Business Facing?

I’ve seen some horrible Cucumber scenarios in recent years. Some of the worst examples look like this (except much worse).

Scenario: Sucessful user registration
  When I go to the user registration page
  And I fill in "user_name" with "Joe Bloggs"
  And I fill in "user_email" with "joe@bloggs.com"
  And I fill in "user_phone" with "+44 4444 4441"
  And I click "#commit"
  Then I should see "You have signed up successfully"

Notice the element ids in here - this is not uncommon.

Even your testers will have little interest in scenarios written like this, if you show them to a BA, or even worse one of the project’s stakeholders, they will think you are mad.

Why would they be interested in a test? Why would they be interested in such a trivial feature?

Does this scenario even need to exist?

What you are showing them is a test, and BDD is not about testing.

These kind of Scenarios tend to come from developers who have previously been working with something like Selenium. In fact I’ve seen some scenarios that are quite literally a direct translation of an existing Selenium test, 100 steps long and completely unreadable to anyone. No-one has ever even asked the question ‘what are we trying to test here?’. Nobody knows if it tests what it’s supposed to test because no-one understands it.

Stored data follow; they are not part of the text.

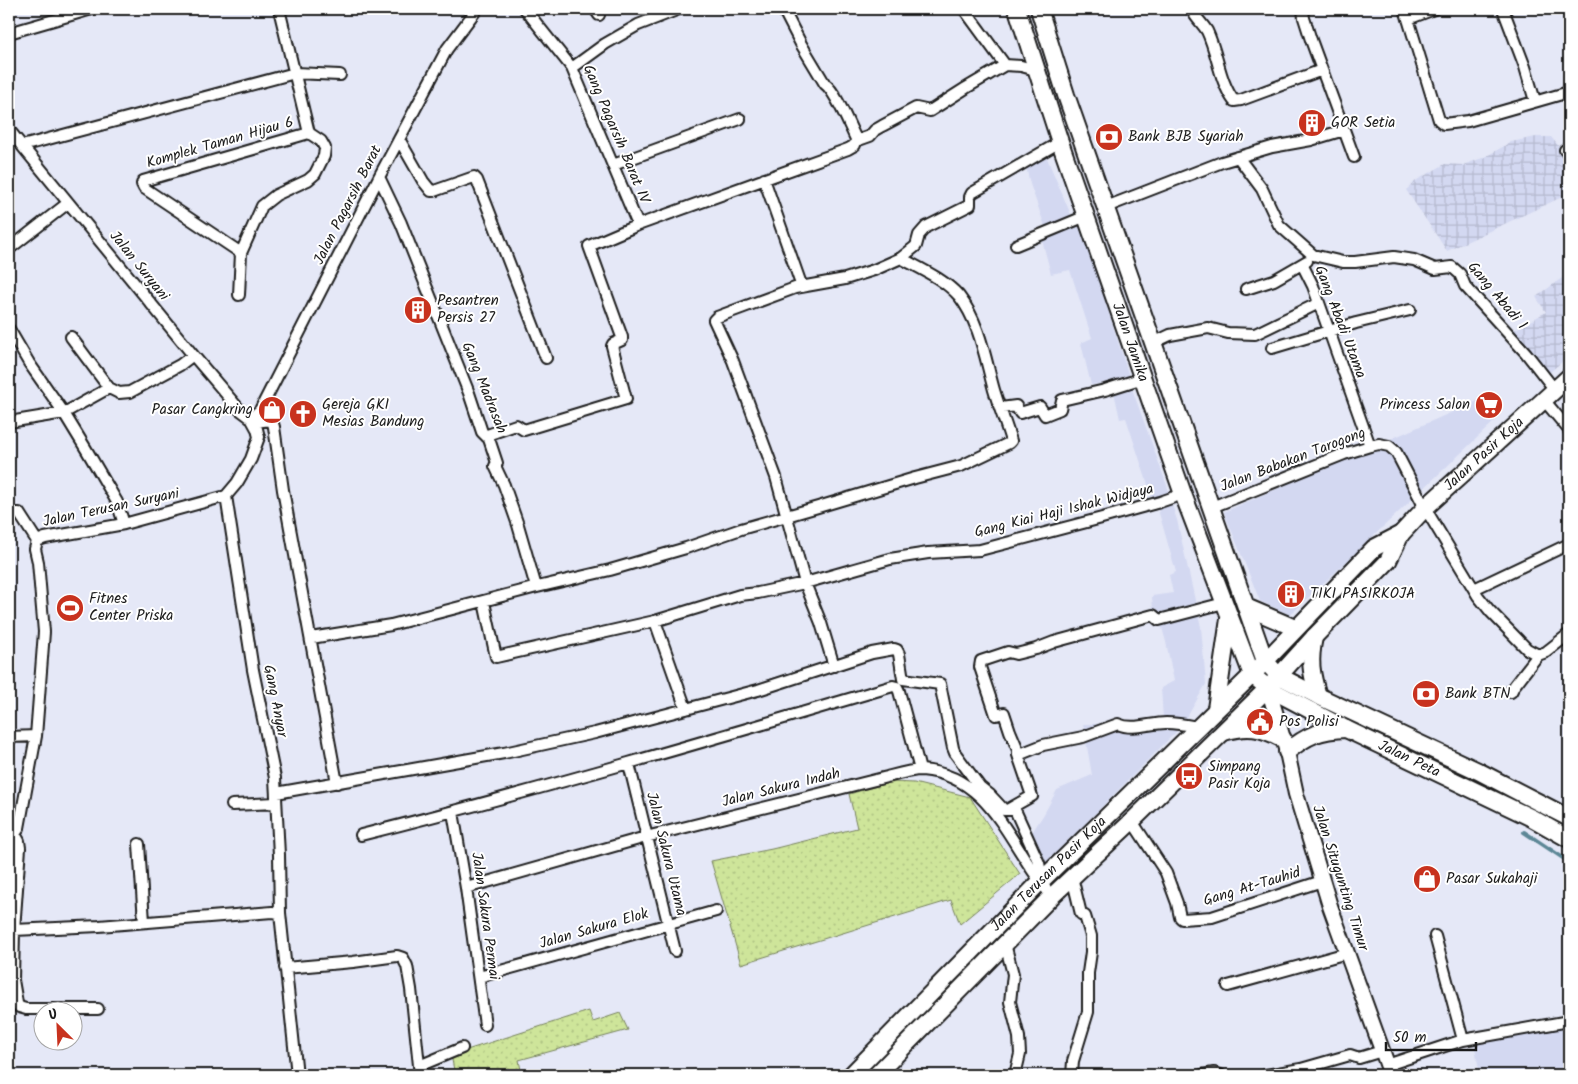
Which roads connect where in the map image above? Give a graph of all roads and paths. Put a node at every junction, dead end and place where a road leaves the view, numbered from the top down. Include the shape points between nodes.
1 (92, 9) edge
2 (279, 9) edge
3 (477, 9) edge
4 (526, 9) edge
5 (679, 9) edge
6 (783, 9) edge
7 (964, 9) edge
8 (1017, 9) edge
9 (1039, 9) edge
10 (1191, 9) edge
11 (1303, 9) edge
12 (1405, 9) edge
13 (1434, 9) edge
14 (1503, 9) edge
15 (1408, 20) junction
16 (9, 33) edge
17 (1005, 65) junction
18 (572, 68) junction
19 (1036, 70) junction
20 (1322, 70) junction
21 (295, 73) junction
22 (340, 75) dead end
23 (1569, 92) edge
24 (1535, 101) junction
25 (740, 119) dead end
26 (9, 130) edge
27 (1344, 130) junction
28 (309, 133) junction
29 (399, 139) junction
30 (856, 141) junction
31 (1060, 142) junction
32 (22, 146) junction
33 (1238, 157) junction
34 (1354, 157) dead end
35 (613, 165) junction
36 (379, 177) junction
37 (764, 179) junction
38 (68, 203) junction
39 (1106, 207) junction
40 (1086, 216) junction
41 (638, 225) junction
42 (1016, 246) dead end
43 (9, 249) edge
44 (241, 253) junction
45 (1313, 255) junction
46 (901, 258) junction
47 (1302, 264) junction
48 (802, 287) junction
49 (1246, 288) dead end
50 (239, 295) dead end
51 (1319, 303) junction
52 (1410, 310) dead end
53 (9, 329) edge
54 (1330, 331) junction
55 (71, 338) dead end
56 (1154, 343) junction
57 (1272, 348) dead end
58 (193, 355) junction
59 (546, 358) dead end
60 (1569, 377) edge
61 (1143, 378) junction
62 (109, 388) junction
63 (1549, 395) junction
64 (1001, 408) junction
65 (64, 413) junction
66 (252, 420) junction
67 (9, 422) edge
68 (1569, 430) edge
69 (487, 435) junction
70 (1370, 446) junction
71 (1183, 494) junction
72 (226, 496) junction
73 (1425, 508) junction
74 (1211, 510) junction
75 (9, 513) edge
76 (786, 516) junction
77 (124, 524) junction
78 (1401, 534) junction
79 (37, 541) junction
80 (1569, 544) edge
81 (806, 583) junction
82 (536, 587) junction
83 (1474, 589) junction
84 (484, 602) junction
85 (1246, 607) junction
86 (1226, 610) junction
87 (654, 621) junction
88 (1295, 628) junction
89 (1569, 634) edge
90 (1314, 637) junction
91 (311, 638) junction
92 (1538, 655) junction
93 (1265, 661) junction
94 (834, 666) junction
95 (1252, 675) junction
96 (1279, 676) junction
97 (1268, 688) junction
98 (1511, 692) dead end
99 (1318, 696) junction
100 (686, 709) junction
101 (1216, 709) junction
102 (1197, 727) junction
103 (1346, 729) junction
104 (1222, 733) junction
105 (36, 736) junction
106 (9, 737) edge
107 (1285, 745) junction
108 (1018, 755) junction
109 (628, 764) junction
110 (920, 770) junction
111 (337, 783) junction
112 (276, 798) junction
113 (232, 805) dead end
114 (1006, 811) junction
115 (453, 812) junction
116 (1569, 818) edge
117 (1132, 821) junction
118 (361, 835) dead end
119 (12, 836) edge
120 (646, 837) junction
121 (1569, 839) edge
122 (139, 844) dead end
123 (1072, 877) junction
124 (1038, 880) junction
125 (1322, 881) junction
126 (466, 888) junction
127 (1052, 896) junction
128 (716, 911) dead end
129 (280, 913) junction
130 (144, 922) junction
131 (667, 924) junction
132 (14, 930) junction
133 (1435, 936) dead end
134 (1005, 944) junction
135 (675, 951) dead end
136 (1347, 953) junction
137 (286, 968) junction
138 (479, 977) junction
139 (1228, 986) dead end
140 (98, 1009) dead end
141 (1569, 1021) edge
142 (485, 1025) dead end
143 (1463, 1040) junction
144 (462, 1048) dead end
145 (1382, 1051) junction
146 (1389, 1070) edge
147 (418, 1072) edge
148 (297, 1075) edge
149 (851, 1075) edge
150 (876, 1075) edge
151 (1015, 1075) edge
152 (1072, 1075) edge
153 (1202, 1075) edge
154 (1220, 1075) edge
155 (1266, 1075) edge

1 - 16 street
2 - 21 street
3 - 29 street, Jalan Pagarsih Barat via 448,49
4 - 18 street, Gang Pagarsih Barat IV
5 - 18 street via 638,25
6 - 30 street via 830,88
7 - 17 street
8 - 19 main road, Jalan Jamika
9 - 39 main road, Jalan Jamika
10 - 20 street via 1207,32 1223,81 1234,102
11 - 20 street
12 - 15 street
13 - 15 street
14 - 24 street
15 - 24 street via 1439,120 1444,124 1468,121
17 - 19 street
17 - 30 street via 930,110 916,108
18 - 35 street, Gang Pagarsih Barat IV
19 - 31 main road, Jalan Jamika
20 - 27 street
21 - 22 street
21 - 28 street
21 - 32 street
23 - 24 street
25 - 35 street
26 - 32 street, Jalan Suryani
27 - 33 street
27 - 34 street
28 - 44 street via 325,148 314,174 262,206
28 - 44 street, Komplek Taman Hijau 6 via 143,181 144,188
29 - 36 street, Jalan Pagarsih Barat
29 - 59 street via 431,191 474,177 477,180
30 - 37 street via 848,149
31 - 40 main road, Jalan Jamika
31 - 46 street via 972,193 970,205 926,227 916,246
32 - 38 street, Jalan Suryani
33 - 39 street
33 - 45 street, Gang Abadi 1 via 1262,189 1279,225
35 - 41 street, Gang Pagarsih Barat IV
36 - 66 street, Jalan Pagarsih Barat
36 - 69 street, Gang Madrasah via 401,223 482,432
37 - 41 street
37 - 48 street
38 - 43 street
38 - 58 street, Jalan Suryani
39 - 56 main road, Jalan Jamika
40 - 42 street
40 - 61 main road, Jalan Jamika
41 - 69 street via 589,246 622,337 612,346 626,399 524,430 516,425
44 - 50 street
45 - 47 street
45 - 63 street, Gang Abadi 1 via 1349,262 1394,257 1414,260 1435,269 1452,267 1460,274 1465,286 1526,353
46 - 48 street via 845,279
46 - 64 street via 948,286 968,310 983,346
47 - 49 street via 1274,280
47 - 51 street, Gang Abadi Utama
48 - 76 street via 714,320 776,477
51 - 54 street, Gang Abadi Utama
51 - 56 street via 1255,334 1208,328 1170,335
52 - 54 street
53 - 65 street
54 - 57 street
54 - 70 street, Gang Abadi Utama
55 - 62 street
56 - 74 main road, Jalan Jamika
58 - 62 street via 130,392 119,393
58 - 66 street, Jalan Suryani
60 - 63 main road, Jalan Pasir Koja
61 - 64 street via 1062,400 1060,409 1045,415 1040,407 1020,413 1016,406
61 - 71 main road, Jalan Jamika
62 - 65 street
63 - 68 street
63 - 73 main road, Jalan Pasir Koja
64 - 76 street via 1011,441 1009,444 961,466
65 - 67 street
65 - 77 street via 117,502
66 - 72 street via 259,437 251,459
66 - 91 street via 273,420
69 - 82 street, Gang Madrasah
70 - 73 street, Jalan Babakan Tarogong via 1388,446 1396,452
70 - 74 street, Jalan Babakan Tarogong
71 - 81 street, Gang Kiai Haji Ishak Widjaya via 980,550 890,559
71 - 86 main road, Jalan Jamika
72 - 77 street, Jalan Terusan Suryani
72 - 112 street, Gang Anyar
73 - 78 main road, Jalan Pasir Koja
73 - 83 street, Jalan Babakan Tarogong
74 - 85 main road, Jalan Jamika
75 - 79 street via 19,513
76 - 81 street
76 - 82 street via 644,561
77 - 79 street, Jalan Terusan Suryani
78 - 88 main road, Jalan Pasir Koja via 1374,548
78 - 90 main road, Jalan Pasir Koja via 1388,561
79 - 105 street, Jalan Terusan Suryani via 35,549 44,632
80 - 83 street
81 - 87 street, Gang Kiai Haji Ishak Widjaya via 740,595
81 - 94 street
82 - 84 street
83 - 92 street, Jalan Babakan Tarogong via 1490,612 1527,649
84 - 87 street, Gang Kiai Haji Ishak Widjaya via 496,656
84 - 91 street via 391,625
85 - 88 main road
85 - 93 main road, Jalan Jamika
86 - 95 main road, Jalan Jamika
86 - 101 main road
86 - 108 street via 1159,620 1153,615 1036,649 1016,654 1008,652 981,661 980,668 996,715 1004,713
87 - 100 street
88 - 93 main road, Jalan Pasir Koja
89 - 92 street
90 - 96 main road, Jalan Pasir Koja
90 - 99 main road via 1310,656
91 - 111 street
92 - 98 street
93 - 95 main road, Jalan Pasir Koja
93 - 96 main road, Jalan Peta
94 - 100 street
94 - 114 street via 894,649 899,654 903,679 940,684 955,753 980,787
95 - 97 main road, Jalan Peta
95 - 101 main road, Jalan Terusan Pasir Koja
96 - 97 main road, Jalan Pasir Koja
96 - 99 main road, Jalan Peta
97 - 103 main road, Jalan Peta
97 - 104 main road, Jalan Terusan Pasir Koja
97 - 107 street, Jalan Situgunting Timur
99 - 116 main road, Jalan Peta
100 - 111 street via 595,734
101 - 102 main road, Jalan Terusan Pasir Koja
102 - 108 street via 1173,723 1118,724
102 - 124 main road, Jalan Terusan Pasir Koja
103 - 107 main road via 1314,734 1300,742
103 - 121 main road, Jalan Peta
104 - 107 main road via 1253,727 1269,731
104 - 117 main road, Jalan Terusan Pasir Koja
105 - 106 street
105 - 119 street, Jalan Terusan Suryani via 22,816 19,828
107 - 125 street, Jalan Situgunting Timur
108 - 114 street via 1032,796
109 - 110 street via 894,686 899,692
109 - 115 street
109 - 120 street, Jalan Sakura Utama
110 - 120 street, Jalan Sakura Indah
110 - 124 street, Jalan Sakura Indah via 950,776 971,788 992,808
111 - 112 street
112 - 113 street
112 - 129 street, Gang Anyar
114 - 124 street via 1015,810 1037,858 1040,868
115 - 118 street
115 - 126 street, Jalan Sakura Permai
117 - 123 main road, Jalan Terusan Pasir Koja
117 - 125 street, Gang At-Tauhid via 1166,873 1182,919 1212,917
119 - 132 street via 19,841 20,848
120 - 126 street, Jalan Sakura Indah
120 - 131 street, Jalan Sakura Utama
122 - 130 street
123 - 127 main road, Jalan Terusan Pasir Koja
123 - 152 street via 1081,915 1085,916 1091,936 1088,1012
124 - 127 street, Jalan Sakura Indah
124 - 149 main road, Jalan Terusan Pasir Koja
125 - 136 street, Jalan Situgunting Timur
126 - 138 street, Jalan Sakura Permai
127 - 134 main road, Jalan Terusan Pasir Koja
128 - 131 street, Jalan Sakura Elok
129 - 130 street
129 - 137 street, Gang Anyar
130 - 132 street
131 - 135 street, Jalan Sakura Utama
131 - 138 street, Jalan Sakura Elok
132 - 140 street via 13,980 19,1007
133 - 143 street
134 - 150 main road, Jalan Terusan Pasir Koja
134 - 151 street via 1013,974 1010,1002 1020,1037
136 - 139 street
136 - 145 street, Jalan Situgunting Timur
137 - 147 street via 397,956 403,958 411,989
137 - 148 street, Gang Anyar
138 - 142 street, Jalan Sakura Permai
141 - 143 street
143 - 146 street
144 - 147 street
145 - 146 street, Jalan Situgunting Timur
145 - 155 street via 1359,1058 1350,1055 1302,1069
153 - 154 street

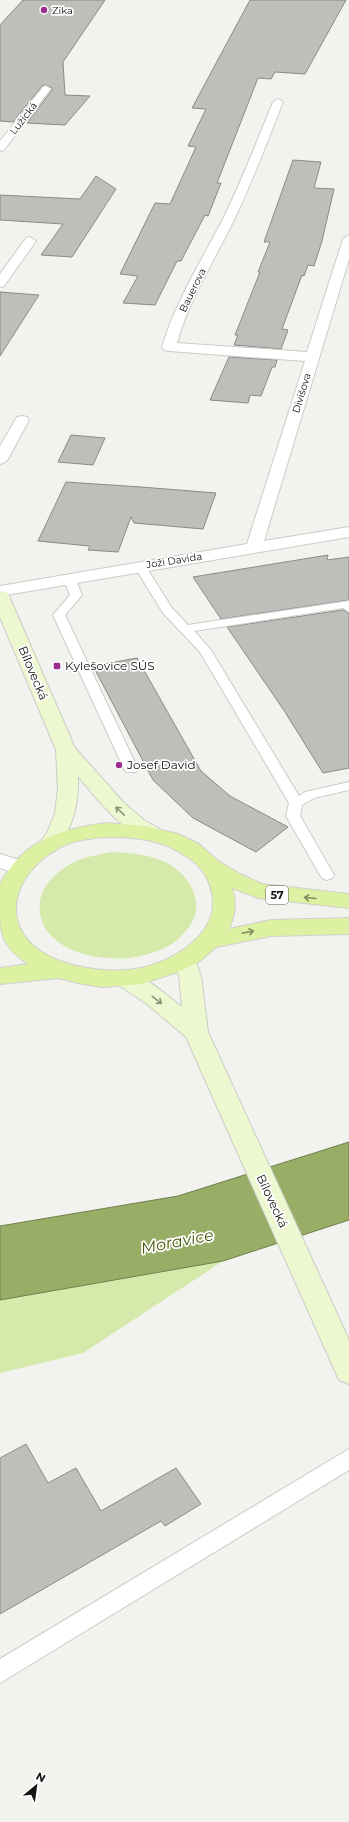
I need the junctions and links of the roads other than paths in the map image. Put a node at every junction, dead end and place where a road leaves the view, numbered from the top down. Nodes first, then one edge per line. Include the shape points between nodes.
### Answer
1 (46, 89) dead end
2 (278, 102) dead end
3 (0, 148) edge
4 (349, 239) edge
5 (30, 241) dead end
6 (0, 283) edge
7 (313, 357) junction
8 (22, 420) dead end
9 (0, 459) edge
10 (349, 532) edge
11 (254, 547) junction
12 (140, 566) junction
13 (69, 578) junction
14 (0, 591) edge
15 (0, 596) edge
16 (349, 608) edge
17 (185, 629) junction
18 (66, 750) junction
19 (131, 769) dead end
20 (349, 786) edge
21 (296, 803) junction
22 (151, 833) junction
23 (48, 846) junction
24 (0, 861) edge
25 (211, 866) junction
26 (20, 868) junction
27 (327, 876) dead end
28 (349, 902) edge
29 (2, 911) edge
30 (349, 926) edge
31 (210, 940) junction
32 (185, 960) junction
33 (60, 970) junction
34 (0, 976) edge
35 (125, 978) junction
36 (196, 1032) junction
37 (349, 1371) edge
38 (349, 1459) edge
39 (0, 1672) edge

1 - 3 street, Lužická
2 - 7 street, Bauerova via 233,212 199,275 173,331 169,347
4 - 7 street, Divišova
5 - 6 street
7 - 11 street, Divišova
8 - 9 street
10 - 11 street, Joži Davida
11 - 12 street, Joži Davida
12 - 13 street, Joži Davida
12 - 17 lane via 167,610
13 - 14 street, Joži Davida
13 - 19 lane via 76,595 59,615
15 - 18 main road, Bílovecká
16 - 17 lane via 346,604
17 - 21 lane via 205,650
22 -> 18 main road, Bílovecká via 126,816
18 - 23 main road, Bílovecká via 66,811 61,829
20 - 21 lane via 310,795
21 - 27 lane via 293,816
22 - 23 main road, Bílovecká / 57 via 106,830 75,835
22 - 25 main road, Bílovecká / 57 via 179,842
23 - 26 main road, Bílovecká / 57
24 - 26 street
28 -> 25 main road, 57 via 258,891
25 - 31 main road, Bílovecká / 57 via 221,884 225,904 221,923
26 - 29 main road, Bílovecká / 57 via 7,890
29 - 33 main road, Bílovecká / 57 via 20,944 38,959
31 -> 30 main road, 57 via 271,928
31 - 32 main road, Bílovecká / 57
32 - 35 main road, Bílovecká / 57 via 157,972
32 - 36 main road via 190,976
33 - 34 main road, 57
33 - 35 main road, Bílovecká / 57 via 91,978
35 -> 36 main road via 155,998
36 - 37 main road, Bílovecká
38 - 39 lane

The first thing to look at when faced with a “Scenario” like the one above is whether it needs to exist at all. This is the subject of another post so for the moment lets assume it does.

How can we improve on this?

In a word, refactoring. A lot of developers seem to forget that by the time you come to implement them, these scenarios, and the steps that support them, are code. We wouldn’t accept unreadable code (actually from bitter experience there are plenty who will), so why accept it in automated examples?

So how would we get started refactoring the example above?

The most obvious thing is the amount of duplication in “When I fill in..”

Filling in a form is common enough to warrant a step of it’s own, so we could (I’m not saying we should) implement something like:

When(/^I fill in the form with the following details$/) do |table|
  table.hashes.first.each do |key, value|
    fill_in(key, with: value, exact: true)
  end
end

A step like this would allow you to change you scenario to:

Scenario: Successful user registration
  When I go to the user registration page
  And I fill the form with the following details
    | Name       | Email          | Phone         |
    | Joe Bloggs | joe@bloggs.com | +44 4444 4441 |
  And I click "Sign Up"
  Then I should see "You have signed up successfully"

It’s better, and using the correct text in the table header (label text not tag’s id) has the side effect of making sure your labels are correct. But it’s still not domain language. Wouldn’t it be better if we could write it as

Scenario: Sucessful user registration
  When I register with the following details
    | Name       | Email          | Phone         |
    | Joe Bloggs | joe@bloggs.com | +44 4444 4441 |
  Then I should see "You have signed up successfully"

or even

Scenario: Sucessful user registration
  Then I should be able to register successfully with the following details
    | Name       | Email          | Phone         |
    | Joe Bloggs | joe@bloggs.com | +44 4444 4441 |

Which of these you implement is up to the 3 amigos. Choose the language which best reflects your shared understanding of the domain.

I realise this is a very trivial example, but you should be able to get the idea from it. The scenarios should be used mainly as a way to talk about the requirements with the people who care.

As a side effect, the resulting scenarios will be less brittle. Any change to the registration process will only affect the step unless there is a need to capture more data. In this case just adding a column to the table in the .feature file should cover that if it’s relevant in a particular scenario.

Your stakeholders will thank you for it (eventually).